--- START ---
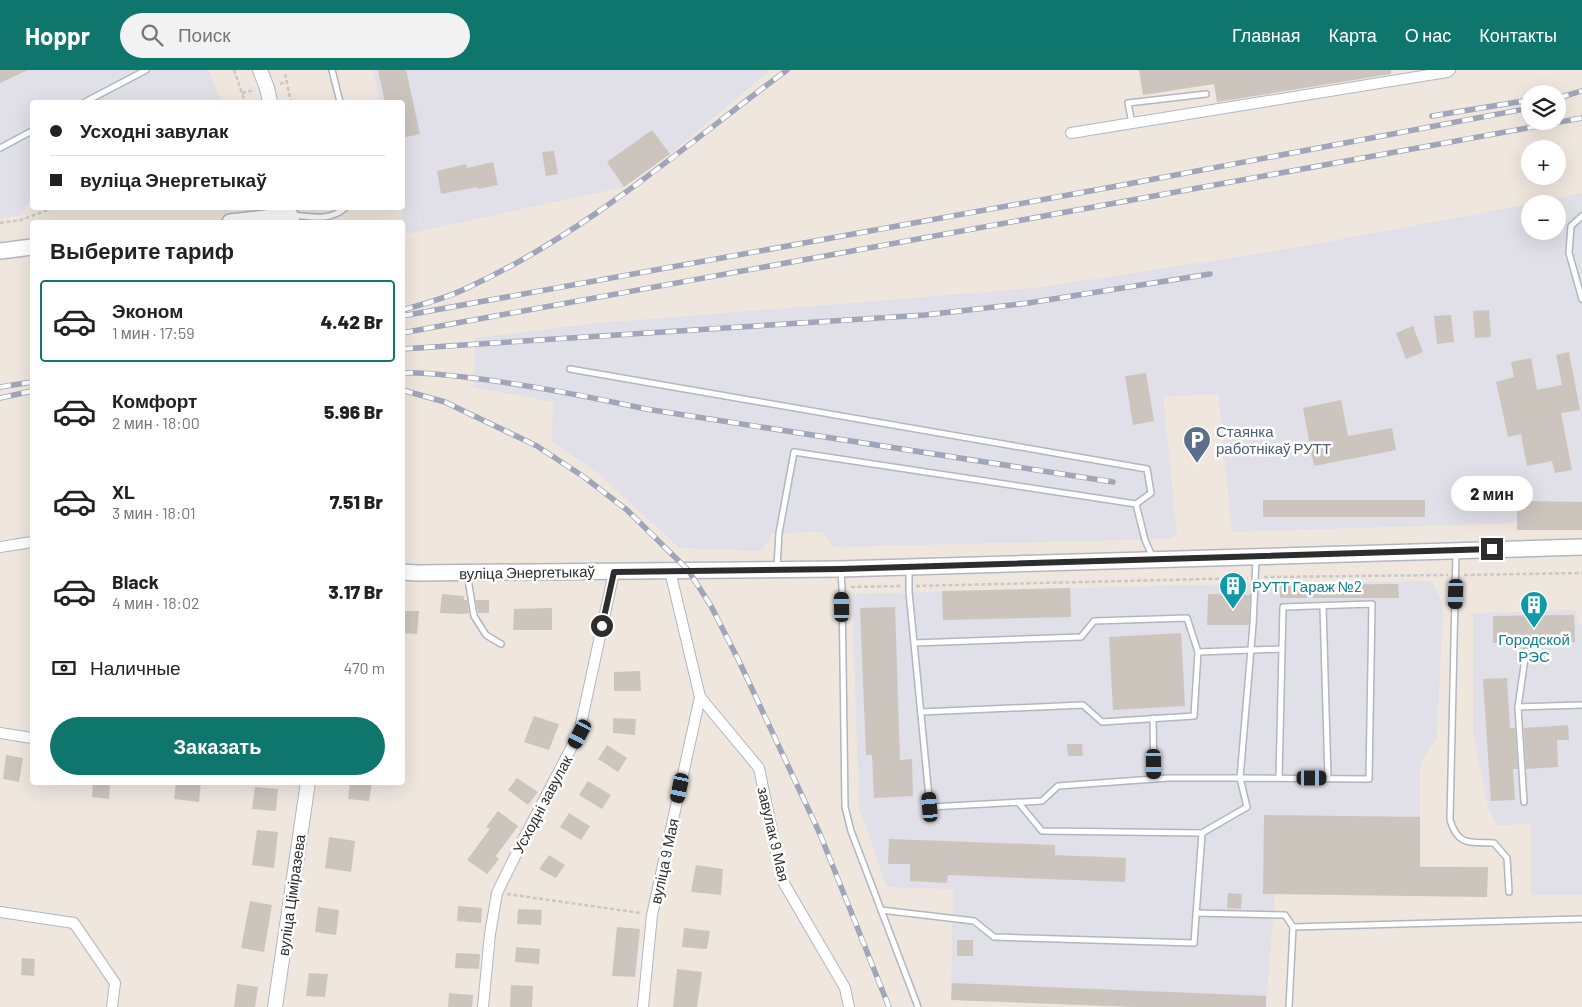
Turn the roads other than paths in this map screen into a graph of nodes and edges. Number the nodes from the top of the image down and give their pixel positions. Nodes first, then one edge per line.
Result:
1 (146, 70) edge
2 (260, 70) edge
3 (332, 70) edge
4 (1450, 70) edge
5 (1405, 75) edge
6 (1206, 94) dead end
7 (89, 100) edge
8 (270, 100) edge
9 (340, 100) edge
10 (1132, 123) junction
11 (30, 132) edge
12 (1070, 133) dead end
13 (0, 148) edge
14 (343, 210) edge
15 (290, 215) edge
16 (1582, 216) edge
17 (247, 220) edge
18 (30, 246) edge
19 (0, 250) edge
20 (1582, 299) edge
21 (570, 369) dead end
22 (1136, 504) junction
23 (30, 542) edge
24 (0, 547) edge
25 (1582, 547) edge
26 (1456, 550) junction
27 (1256, 556) junction
28 (1154, 560) junction
29 (909, 567) junction
30 (840, 569) junction
31 (777, 570) junction
32 (670, 571) junction
33 (405, 572) edge
34 (614, 572) junction
35 (467, 573) junction
36 (1323, 606) junction
37 (914, 643) junction
38 (501, 644) dead end
39 (1282, 649) junction
40 (1251, 650) junction
41 (1526, 650) dead end
42 (1198, 652) junction
43 (700, 697) junction
44 (1582, 705) edge
45 (1518, 707) junction
46 (921, 712) junction
47 (1153, 718) junction
48 (0, 733) edge
49 (30, 738) edge
50 (1240, 778) junction
51 (1279, 778) junction
52 (1328, 778) junction
53 (1154, 779) junction
54 (308, 785) edge
55 (1018, 802) junction
56 (1524, 802) dead end
57 (1202, 833) junction
58 (1509, 892) dead end
59 (881, 910) junction
60 (0, 912) edge
61 (1196, 913) junction
62 (1582, 919) edge
63 (1294, 928) junction
64 (112, 1007) edge
65 (275, 1007) edge
66 (483, 1007) edge
67 (643, 1007) edge
68 (849, 1007) edge
69 (918, 1007) edge
70 (1289, 1007) edge

1 - 7 lane
2 - 8 street
3 - 9 lane
4 - 5 street
5 - 10 street
6 - 10 lane
10 - 12 street
11 - 13 lane
14 - 15 lane
15 - 17 main road
16 - 20 lane
18 - 19 main road
21 - 22 lane
22 - 28 lane
22 - 31 lane
23 - 24 street
25 - 26 main road, вуліца Энергетыкаў
26 - 27 main road, вуліца Энергетыкаў
26 - 58 lane
27 - 28 main road, вуліца Энергетыкаў
27 - 40 lane
28 - 29 main road, вуліца Энергетыкаў
29 - 30 main road, вуліца Энергетыкаў
29 - 37 lane
30 - 31 main road, вуліца Энергетыкаў
30 - 59 lane
31 - 32 main road, вуліца Энергетыкаў
32 - 34 main road, вуліца Энергетыкаў
32 - 43 street, вуліца 9 Мая
33 - 35 main road, вуліца Энергетыкаў
34 - 35 main road, вуліца Энергетыкаў
34 - 66 street, Усходні завулак
35 - 38 lane
36 - 39 lane
36 - 52 lane
36 - 52 lane
37 - 42 lane
37 - 46 lane
39 - 40 lane
39 - 51 lane
40 - 42 lane
40 - 50 lane
41 - 45 lane
42 - 47 lane
43 - 67 street, вуліца 9 Мая
43 - 68 street, завулак 9 Мая
44 - 45 lane
45 - 56 lane
46 - 47 lane
46 - 55 lane
47 - 53 lane
48 - 49 street
50 - 51 lane
50 - 53 lane
50 - 57 lane
51 - 52 lane
53 - 55 lane
54 - 65 street, вуліца Ціміразева
55 - 57 lane
57 - 61 lane
59 - 61 lane
59 - 69 lane
60 - 64 street
61 - 63 lane
62 - 63 lane
63 - 70 lane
--- END ---
**Task item**: The reply must consist of the records, repeated exactly, minus any images.

**Result**:
Turn the roads other than paths in this map screen into a graph of nodes and edges. Number the nodes from the top of the image down and give their pixel positions. Nodes first, then one edge per line.
Result:
1 (146, 70) edge
2 (260, 70) edge
3 (332, 70) edge
4 (1450, 70) edge
5 (1405, 75) edge
6 (1206, 94) dead end
7 (89, 100) edge
8 (270, 100) edge
9 (340, 100) edge
10 (1132, 123) junction
11 (30, 132) edge
12 (1070, 133) dead end
13 (0, 148) edge
14 (343, 210) edge
15 (290, 215) edge
16 (1582, 216) edge
17 (247, 220) edge
18 (30, 246) edge
19 (0, 250) edge
20 (1582, 299) edge
21 (570, 369) dead end
22 (1136, 504) junction
23 (30, 542) edge
24 (0, 547) edge
25 (1582, 547) edge
26 (1456, 550) junction
27 (1256, 556) junction
28 (1154, 560) junction
29 (909, 567) junction
30 (840, 569) junction
31 (777, 570) junction
32 (670, 571) junction
33 (405, 572) edge
34 (614, 572) junction
35 (467, 573) junction
36 (1323, 606) junction
37 (914, 643) junction
38 (501, 644) dead end
39 (1282, 649) junction
40 (1251, 650) junction
41 (1526, 650) dead end
42 (1198, 652) junction
43 (700, 697) junction
44 (1582, 705) edge
45 (1518, 707) junction
46 (921, 712) junction
47 (1153, 718) junction
48 (0, 733) edge
49 (30, 738) edge
50 (1240, 778) junction
51 (1279, 778) junction
52 (1328, 778) junction
53 (1154, 779) junction
54 (308, 785) edge
55 (1018, 802) junction
56 (1524, 802) dead end
57 (1202, 833) junction
58 (1509, 892) dead end
59 (881, 910) junction
60 (0, 912) edge
61 (1196, 913) junction
62 (1582, 919) edge
63 (1294, 928) junction
64 (112, 1007) edge
65 (275, 1007) edge
66 (483, 1007) edge
67 (643, 1007) edge
68 (849, 1007) edge
69 (918, 1007) edge
70 (1289, 1007) edge

1 - 7 lane
2 - 8 street
3 - 9 lane
4 - 5 street
5 - 10 street
6 - 10 lane
10 - 12 street
11 - 13 lane
14 - 15 lane
15 - 17 main road
16 - 20 lane
18 - 19 main road
21 - 22 lane
22 - 28 lane
22 - 31 lane
23 - 24 street
25 - 26 main road, вуліца Энергетыкаў
26 - 27 main road, вуліца Энергетыкаў
26 - 58 lane
27 - 28 main road, вуліца Энергетыкаў
27 - 40 lane
28 - 29 main road, вуліца Энергетыкаў
29 - 30 main road, вуліца Энергетыкаў
29 - 37 lane
30 - 31 main road, вуліца Энергетыкаў
30 - 59 lane
31 - 32 main road, вуліца Энергетыкаў
32 - 34 main road, вуліца Энергетыкаў
32 - 43 street, вуліца 9 Мая
33 - 35 main road, вуліца Энергетыкаў
34 - 35 main road, вуліца Энергетыкаў
34 - 66 street, Усходні завулак
35 - 38 lane
36 - 39 lane
36 - 52 lane
36 - 52 lane
37 - 42 lane
37 - 46 lane
39 - 40 lane
39 - 51 lane
40 - 42 lane
40 - 50 lane
41 - 45 lane
42 - 47 lane
43 - 67 street, вуліца 9 Мая
43 - 68 street, завулак 9 Мая
44 - 45 lane
45 - 56 lane
46 - 47 lane
46 - 55 lane
47 - 53 lane
48 - 49 street
50 - 51 lane
50 - 53 lane
50 - 57 lane
51 - 52 lane
53 - 55 lane
54 - 65 street, вуліца Ціміразева
55 - 57 lane
57 - 61 lane
59 - 61 lane
59 - 69 lane
60 - 64 street
61 - 63 lane
62 - 63 lane
63 - 70 lane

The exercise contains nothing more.